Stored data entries
[Start of section]

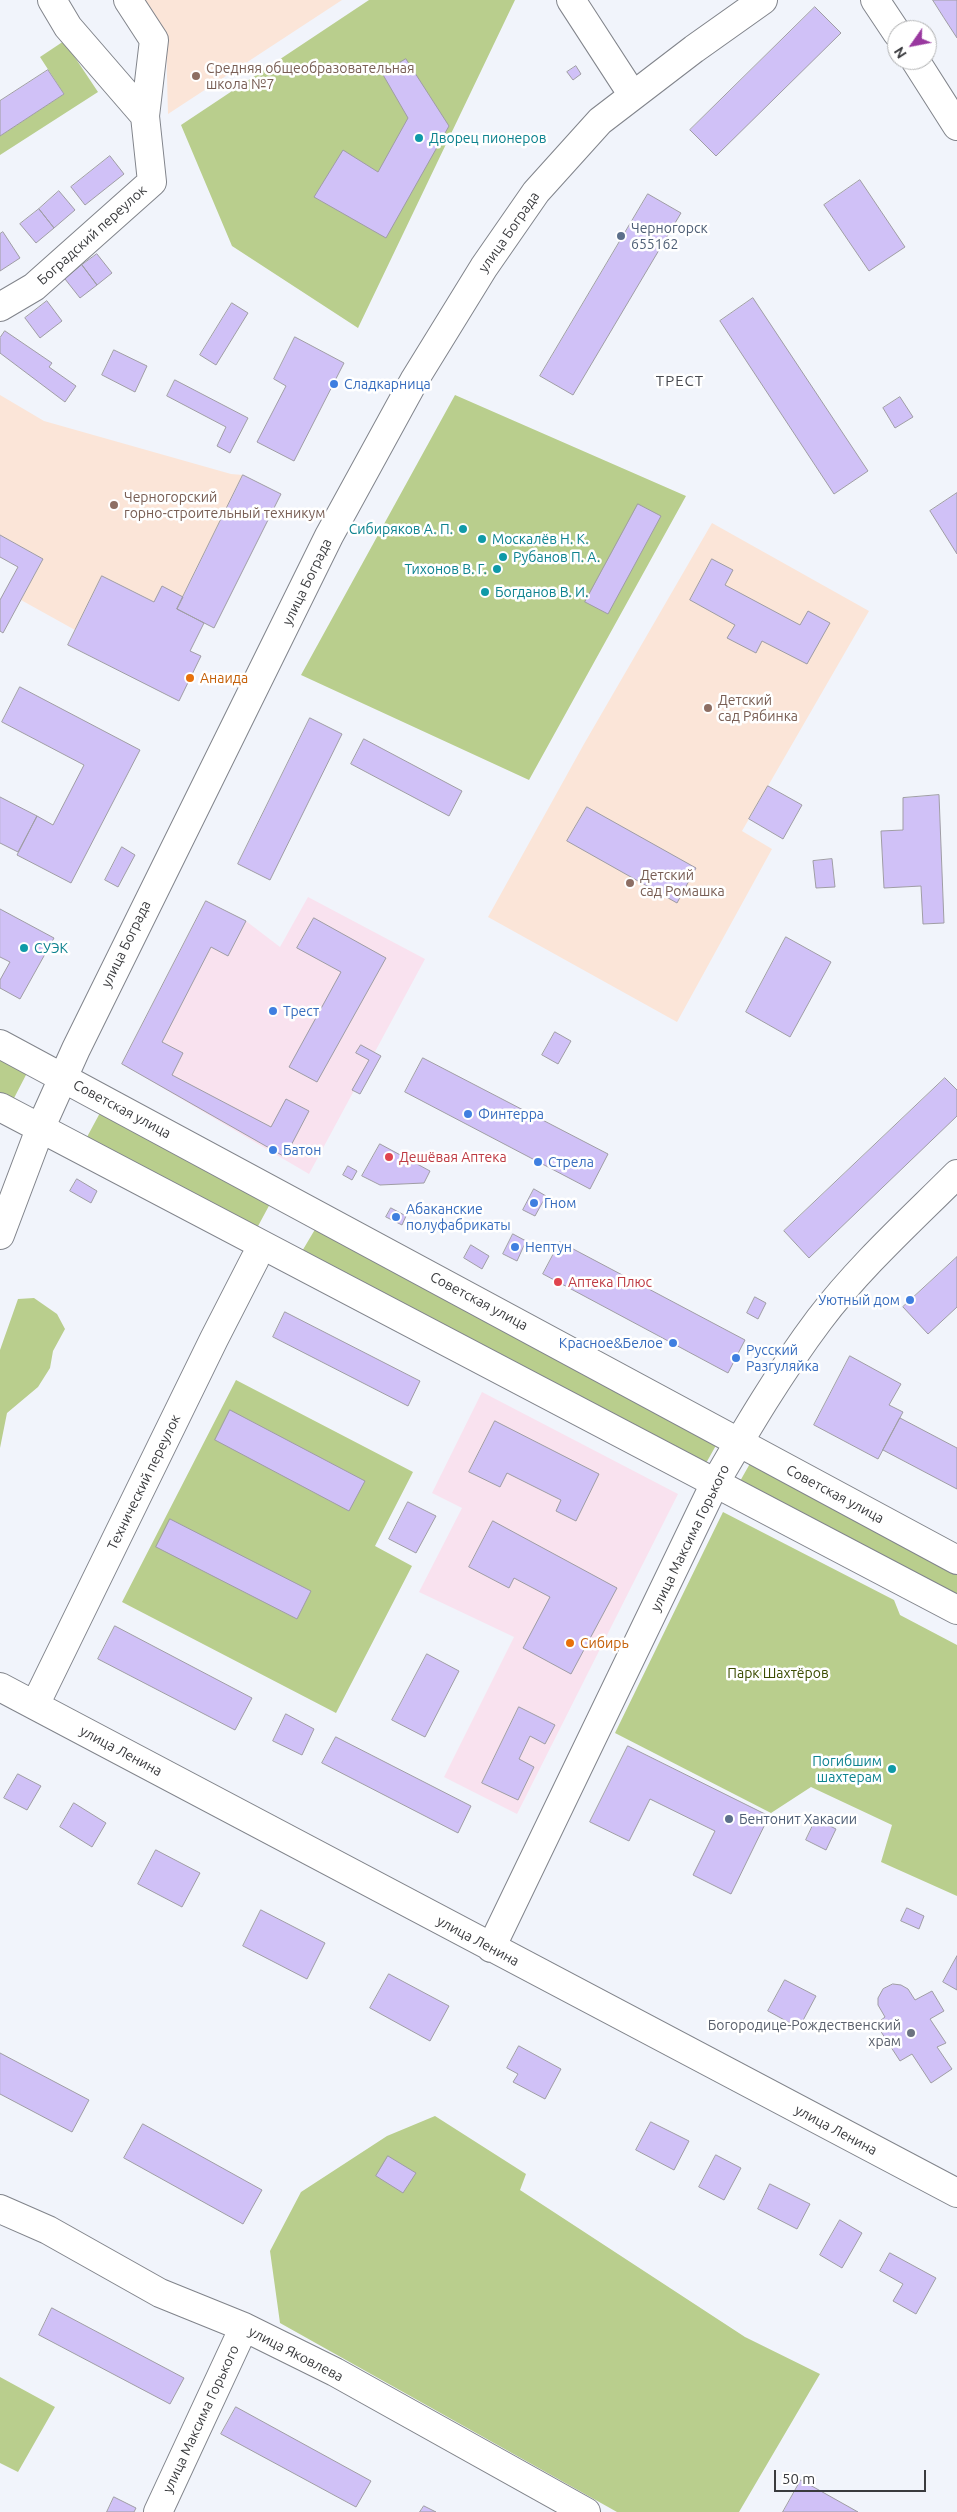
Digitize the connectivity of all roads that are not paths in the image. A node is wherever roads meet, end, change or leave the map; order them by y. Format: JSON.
{"nodes":[{"id":1,"x":52,"y":0,"type":"edge"},
{"id":2,"x":128,"y":0,"type":"edge"},
{"id":3,"x":571,"y":0,"type":"edge"},
{"id":4,"x":763,"y":0,"type":"edge"},
{"id":5,"x":875,"y":0,"type":"edge"},
{"id":6,"x":888,"y":20,"type":"edge"},
{"id":7,"x":921,"y":70,"type":"edge"},
{"id":8,"x":632,"y":94,"type":"junction"},
{"id":9,"x":145,"y":116,"type":"junction"},
{"id":10,"x":957,"y":126,"type":"edge"},
{"id":11,"x":0,"y":307,"type":"edge"},
{"id":12,"x":0,"y":1044,"type":"edge"},
{"id":13,"x":63,"y":1078,"type":"junction"},
{"id":14,"x":0,"y":1107,"type":"edge"},
{"id":15,"x":40,"y":1129,"type":"junction"},
{"id":16,"x":957,"y":1174,"type":"edge"},
{"id":17,"x":0,"y":1235,"type":"edge"},
{"id":18,"x":256,"y":1259,"type":"dead end"},
{"id":19,"x":739,"y":1441,"type":"junction"},
{"id":20,"x":715,"y":1484,"type":"junction"},
{"id":21,"x":957,"y":1560,"type":"edge"},
{"id":22,"x":957,"y":1610,"type":"edge"},
{"id":23,"x":0,"y":1687,"type":"edge"},
{"id":24,"x":35,"y":1705,"type":"junction"},
{"id":25,"x":491,"y":1948,"type":"junction"},
{"id":26,"x":957,"y":2193,"type":"edge"},
{"id":27,"x":0,"y":2209,"type":"edge"},
{"id":28,"x":244,"y":2327,"type":"junction"},
{"id":29,"x":158,"y":2512,"type":"edge"},
{"id":30,"x":586,"y":2512,"type":"edge"}],
"edges":[{"from":1,"to":9,"type":"street"},
{"from":2,"to":9,"type":"street"},
{"from":3,"to":8,"type":"street"},
{"from":4,"to":8,"type":"street","name":"улица Бограда"},
{"from":5,"to":6,"type":"street"},
{"from":7,"to":10,"type":"street"},
{"from":8,"to":13,"type":"street","name":"улица Бограда"},
{"from":9,"to":11,"type":"street","name":"Боградский переулок"},
{"from":12,"to":13,"type":"street","name":"Советская улица"},
{"from":13,"to":15,"type":"street","name":"улица Бограда"},
{"from":13,"to":19,"type":"street","name":"Советская улица"},
{"from":14,"to":15,"type":"street"},
{"from":15,"to":17,"type":"street","name":"улица Бограда"},
{"from":15,"to":20,"type":"street"},
{"from":16,"to":19,"type":"street","name":"улица Максима Горького"},
{"from":18,"to":24,"type":"street","name":"Технический переулок"},
{"from":19,"to":20,"type":"street","name":"улица Максима Горького"},
{"from":19,"to":21,"type":"street","name":"Советская улица"},
{"from":20,"to":22,"type":"street"},
{"from":20,"to":25,"type":"street","name":"улица Максима Горького"},
{"from":23,"to":24,"type":"street","name":"улица Ленина"},
{"from":24,"to":25,"type":"street","name":"улица Ленина"},
{"from":25,"to":26,"type":"street","name":"улица Ленина"},
{"from":27,"to":28,"type":"street","name":"улица Яковлева"},
{"from":28,"to":29,"type":"street","name":"улица Максима Горького"},
{"from":28,"to":30,"type":"street","name":"улица Яковлева"}]}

[End of section]

Return every line from the records above that holds the word "Горького".

OUTPUT OF THE TASK -
{"from":16,"to":19,"type":"street","name":"улица Максима Горького"},
{"from":19,"to":20,"type":"street","name":"улица Максима Горького"},
{"from":20,"to":25,"type":"street","name":"улица Максима Горького"},
{"from":28,"to":29,"type":"street","name":"улица Максима Горького"},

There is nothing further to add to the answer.